Segment Start: Provided material

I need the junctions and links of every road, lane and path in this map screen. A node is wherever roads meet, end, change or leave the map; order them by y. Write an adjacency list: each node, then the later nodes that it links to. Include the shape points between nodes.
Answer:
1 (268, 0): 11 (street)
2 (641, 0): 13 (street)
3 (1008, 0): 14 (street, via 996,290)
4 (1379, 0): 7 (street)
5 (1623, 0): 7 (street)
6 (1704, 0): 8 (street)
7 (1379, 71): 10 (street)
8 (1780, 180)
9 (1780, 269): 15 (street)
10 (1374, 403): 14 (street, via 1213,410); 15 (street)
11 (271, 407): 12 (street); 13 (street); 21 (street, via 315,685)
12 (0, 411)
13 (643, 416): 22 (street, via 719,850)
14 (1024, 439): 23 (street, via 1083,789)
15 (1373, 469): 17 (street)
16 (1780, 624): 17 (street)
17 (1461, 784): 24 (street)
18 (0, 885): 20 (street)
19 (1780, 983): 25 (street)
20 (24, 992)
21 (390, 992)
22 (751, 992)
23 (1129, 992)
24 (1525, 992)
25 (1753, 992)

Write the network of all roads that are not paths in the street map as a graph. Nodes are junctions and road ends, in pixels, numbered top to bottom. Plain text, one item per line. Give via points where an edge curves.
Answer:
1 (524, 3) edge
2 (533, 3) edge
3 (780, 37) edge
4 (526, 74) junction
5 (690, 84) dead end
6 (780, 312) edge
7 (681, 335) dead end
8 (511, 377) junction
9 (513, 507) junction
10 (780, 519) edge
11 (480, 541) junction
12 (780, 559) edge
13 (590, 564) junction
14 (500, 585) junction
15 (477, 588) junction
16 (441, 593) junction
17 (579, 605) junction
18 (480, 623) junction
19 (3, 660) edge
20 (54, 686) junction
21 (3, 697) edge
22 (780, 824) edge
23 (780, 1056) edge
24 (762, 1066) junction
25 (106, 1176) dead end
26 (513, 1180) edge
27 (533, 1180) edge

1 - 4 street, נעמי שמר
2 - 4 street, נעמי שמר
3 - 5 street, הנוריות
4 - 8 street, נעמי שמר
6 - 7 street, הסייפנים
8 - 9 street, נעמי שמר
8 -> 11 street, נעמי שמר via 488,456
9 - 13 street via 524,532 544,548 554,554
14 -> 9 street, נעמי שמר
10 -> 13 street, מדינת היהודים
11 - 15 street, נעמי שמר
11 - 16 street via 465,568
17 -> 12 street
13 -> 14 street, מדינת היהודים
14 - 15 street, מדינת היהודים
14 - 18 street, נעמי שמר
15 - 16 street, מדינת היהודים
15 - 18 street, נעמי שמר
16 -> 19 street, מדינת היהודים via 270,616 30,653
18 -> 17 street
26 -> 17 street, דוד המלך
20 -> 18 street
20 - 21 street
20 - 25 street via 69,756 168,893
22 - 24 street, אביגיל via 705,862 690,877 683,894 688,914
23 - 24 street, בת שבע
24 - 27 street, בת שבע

Segment End: Provided material

The listing is to be retyped in full, exactly as shown.

▶ [Your solution]:
I need the junctions and links of every road, lane and path in this map screen. A node is wherever roads meet, end, change or leave the map; order them by y. Write an adjacency list: each node, then the later nodes that it links to. Include the shape points between nodes.
Answer:
1 (268, 0): 11 (street)
2 (641, 0): 13 (street)
3 (1008, 0): 14 (street, via 996,290)
4 (1379, 0): 7 (street)
5 (1623, 0): 7 (street)
6 (1704, 0): 8 (street)
7 (1379, 71): 10 (street)
8 (1780, 180)
9 (1780, 269): 15 (street)
10 (1374, 403): 14 (street, via 1213,410); 15 (street)
11 (271, 407): 12 (street); 13 (street); 21 (street, via 315,685)
12 (0, 411)
13 (643, 416): 22 (street, via 719,850)
14 (1024, 439): 23 (street, via 1083,789)
15 (1373, 469): 17 (street)
16 (1780, 624): 17 (street)
17 (1461, 784): 24 (street)
18 (0, 885): 20 (street)
19 (1780, 983): 25 (street)
20 (24, 992)
21 (390, 992)
22 (751, 992)
23 (1129, 992)
24 (1525, 992)
25 (1753, 992)

Write the network of all roads that are not paths in the street map as a graph. Nodes are junctions and road ends, in pixels, numbered top to bottom. Plain text, one item per line. Give via points where an edge curves.
Answer:
1 (524, 3) edge
2 (533, 3) edge
3 (780, 37) edge
4 (526, 74) junction
5 (690, 84) dead end
6 (780, 312) edge
7 (681, 335) dead end
8 (511, 377) junction
9 (513, 507) junction
10 (780, 519) edge
11 (480, 541) junction
12 (780, 559) edge
13 (590, 564) junction
14 (500, 585) junction
15 (477, 588) junction
16 (441, 593) junction
17 (579, 605) junction
18 (480, 623) junction
19 (3, 660) edge
20 (54, 686) junction
21 (3, 697) edge
22 (780, 824) edge
23 (780, 1056) edge
24 (762, 1066) junction
25 (106, 1176) dead end
26 (513, 1180) edge
27 (533, 1180) edge

1 - 4 street, נעמי שמר
2 - 4 street, נעמי שמר
3 - 5 street, הנוריות
4 - 8 street, נעמי שמר
6 - 7 street, הסייפנים
8 - 9 street, נעמי שמר
8 -> 11 street, נעמי שמר via 488,456
9 - 13 street via 524,532 544,548 554,554
14 -> 9 street, נעמי שמר
10 -> 13 street, מדינת היהודים
11 - 15 street, נעמי שמר
11 - 16 street via 465,568
17 -> 12 street
13 -> 14 street, מדינת היהודים
14 - 15 street, מדינת היהודים
14 - 18 street, נעמי שמר
15 - 16 street, מדינת היהודים
15 - 18 street, נעמי שמר
16 -> 19 street, מדינת היהודים via 270,616 30,653
18 -> 17 street
26 -> 17 street, דוד המלך
20 -> 18 street
20 - 21 street
20 - 25 street via 69,756 168,893
22 - 24 street, אביגיל via 705,862 690,877 683,894 688,914
23 - 24 street, בת שבע
24 - 27 street, בת שבע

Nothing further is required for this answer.